One of KZYX's great attributes is its daily playback of Democracy Now, a progressive news and current events show produced by Amy Goodman in NYC. This is singularly the most important work being done by the station, which accounts for democracy Now being the most pledged for show by far come fundraising time. Democracy Now has more recently gone from being simply an audiocast to a fully produced TV show as well, that is: there is live video to the radio show and this is carried by dishTV and other video outlets. Amy has visited Anderson Valley several times on book and fundraising tours, giving talks at the Mendocino County Fair Apple Hall and doing Democracy Now live from the KZYX studios during my first week with the station. We broadcast her talk live using a Codec Buddy, a device we often used to send an improved audio signal over a standard phone line (the box shifts the frequency of the spoken word to a higher frequency where phone lines carry less noise and then shifts it back on the reciving end). Democracy Now was normally downlinked from a live satellite feed from the Pacifica Network and recorded to MiniDisc for playback later that day, but we often had problems with capturing that recording and so would resort to asking for special re-feeds from KPFA using ISDN technology (which, like the Codec Buddy used phone lines to send audio programs but with much higher quality encoding techniques).

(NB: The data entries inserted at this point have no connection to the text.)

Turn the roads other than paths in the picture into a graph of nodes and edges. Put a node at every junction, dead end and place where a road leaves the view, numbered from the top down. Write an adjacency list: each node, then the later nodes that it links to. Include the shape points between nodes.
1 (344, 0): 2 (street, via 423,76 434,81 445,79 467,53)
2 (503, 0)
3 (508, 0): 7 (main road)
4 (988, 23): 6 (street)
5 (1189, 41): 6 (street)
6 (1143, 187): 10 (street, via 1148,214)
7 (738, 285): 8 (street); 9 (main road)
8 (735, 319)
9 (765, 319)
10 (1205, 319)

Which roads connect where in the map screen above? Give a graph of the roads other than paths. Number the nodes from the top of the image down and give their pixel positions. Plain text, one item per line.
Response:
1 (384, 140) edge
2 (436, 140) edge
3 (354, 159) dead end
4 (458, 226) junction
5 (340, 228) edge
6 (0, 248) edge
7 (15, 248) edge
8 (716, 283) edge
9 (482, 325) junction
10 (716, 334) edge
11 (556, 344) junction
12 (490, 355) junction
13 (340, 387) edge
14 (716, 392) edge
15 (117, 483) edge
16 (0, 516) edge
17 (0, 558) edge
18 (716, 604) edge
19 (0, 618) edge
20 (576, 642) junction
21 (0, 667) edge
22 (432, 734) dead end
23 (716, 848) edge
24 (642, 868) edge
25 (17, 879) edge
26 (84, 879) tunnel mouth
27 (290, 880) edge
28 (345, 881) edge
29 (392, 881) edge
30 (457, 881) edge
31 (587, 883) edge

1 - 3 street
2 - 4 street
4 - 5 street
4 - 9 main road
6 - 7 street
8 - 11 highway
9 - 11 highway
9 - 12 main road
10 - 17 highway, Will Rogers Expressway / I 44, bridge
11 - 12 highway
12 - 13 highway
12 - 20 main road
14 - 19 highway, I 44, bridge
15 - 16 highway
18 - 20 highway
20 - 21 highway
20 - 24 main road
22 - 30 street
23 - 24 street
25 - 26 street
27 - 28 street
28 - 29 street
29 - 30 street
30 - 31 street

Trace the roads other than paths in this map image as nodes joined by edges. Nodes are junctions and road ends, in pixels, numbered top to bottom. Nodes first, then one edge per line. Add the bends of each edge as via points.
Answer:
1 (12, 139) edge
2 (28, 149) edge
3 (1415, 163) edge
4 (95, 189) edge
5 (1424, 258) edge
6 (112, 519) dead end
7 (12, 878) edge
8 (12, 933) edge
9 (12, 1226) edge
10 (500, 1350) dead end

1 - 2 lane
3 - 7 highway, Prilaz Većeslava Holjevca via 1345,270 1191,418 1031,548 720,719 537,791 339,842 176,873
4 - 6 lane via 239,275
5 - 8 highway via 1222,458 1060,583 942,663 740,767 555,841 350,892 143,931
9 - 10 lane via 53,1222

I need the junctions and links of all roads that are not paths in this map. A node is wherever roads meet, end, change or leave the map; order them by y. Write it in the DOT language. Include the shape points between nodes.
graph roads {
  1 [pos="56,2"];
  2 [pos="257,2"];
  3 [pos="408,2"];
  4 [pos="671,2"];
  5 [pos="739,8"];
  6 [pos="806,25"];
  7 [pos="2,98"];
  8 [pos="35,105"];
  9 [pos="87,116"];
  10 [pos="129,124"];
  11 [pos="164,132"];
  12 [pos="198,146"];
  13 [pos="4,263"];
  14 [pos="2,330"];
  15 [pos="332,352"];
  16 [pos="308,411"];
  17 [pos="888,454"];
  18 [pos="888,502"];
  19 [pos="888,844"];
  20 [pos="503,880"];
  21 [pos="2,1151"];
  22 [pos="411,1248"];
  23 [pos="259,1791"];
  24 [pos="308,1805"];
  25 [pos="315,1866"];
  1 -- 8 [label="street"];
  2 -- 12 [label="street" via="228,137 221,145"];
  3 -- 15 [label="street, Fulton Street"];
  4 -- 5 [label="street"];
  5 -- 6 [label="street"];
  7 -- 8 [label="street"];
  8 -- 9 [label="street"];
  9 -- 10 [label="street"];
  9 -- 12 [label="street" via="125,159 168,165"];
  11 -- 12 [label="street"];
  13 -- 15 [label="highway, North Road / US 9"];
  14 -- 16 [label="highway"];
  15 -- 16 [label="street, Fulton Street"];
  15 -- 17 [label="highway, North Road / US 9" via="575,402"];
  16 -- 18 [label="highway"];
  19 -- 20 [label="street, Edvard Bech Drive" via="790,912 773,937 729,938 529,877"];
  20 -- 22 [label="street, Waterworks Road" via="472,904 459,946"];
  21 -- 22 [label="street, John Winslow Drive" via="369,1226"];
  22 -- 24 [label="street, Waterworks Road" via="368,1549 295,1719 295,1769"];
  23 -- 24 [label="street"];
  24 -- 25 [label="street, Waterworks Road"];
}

The job of Operations Director involved overseeing all of the programming coming into the station via satellite feeds, most or all of these originating with National Public radio or Pacifica. KZYX was interesting in its combination of NPR and Pacifica programming, as well as the many locally produced public affairs and music shows. We also ("we" because i shared the job with someone) did a lot of "air time", announcing between changes in programs, station identification etc. While none of these were particularly difficult tasks, they all took place in a social environment that became competitive, the hours stretched out longer as people were needed to fill in, help out, keep things going, and relationships got fraught with tension. The first 5 months of my being there coincided with great upheavals at Pacifica, in which democracy Now was bullied out of the WBAI studios and certain MOR factions (allied with the Clinton Administration at least nominally) tried to take control of the precious Pacifica stations and transmitters by coup. This climaxed with a lockout at KPFA in Berkeley and a large number of civil disoberdiance arrests I witnessed. There were months where Pacifica, held by imposter leadership, tried to pawn off archived Democracy Now programs on the satellite while we were getting direct ISDN feeds of Amy's new show produced at the firehouse in Chinatown NY. Eventually Pacifica was wrested fromthose hands and resumed its purpose, being a voice for the community against big money interests and being a voice for Peace. One remarkable aspect of KZYX's balance of NPR and Pacifica programming is that NPR listeners become slowly radicalized as they are exposed to the stories coming through Pacifica and some of the very good community generated programs. And then there are members of the KZYX community who constantly agitate for removing NPR entirely from the schedule, believeing the station should be community-based entirely. Some of these people were the most regularly abusive in the interactions with others. KZYX actually owes its existence to a Federal PTFP grant which established funds for new NPR stations in areas beyond major urban station reach.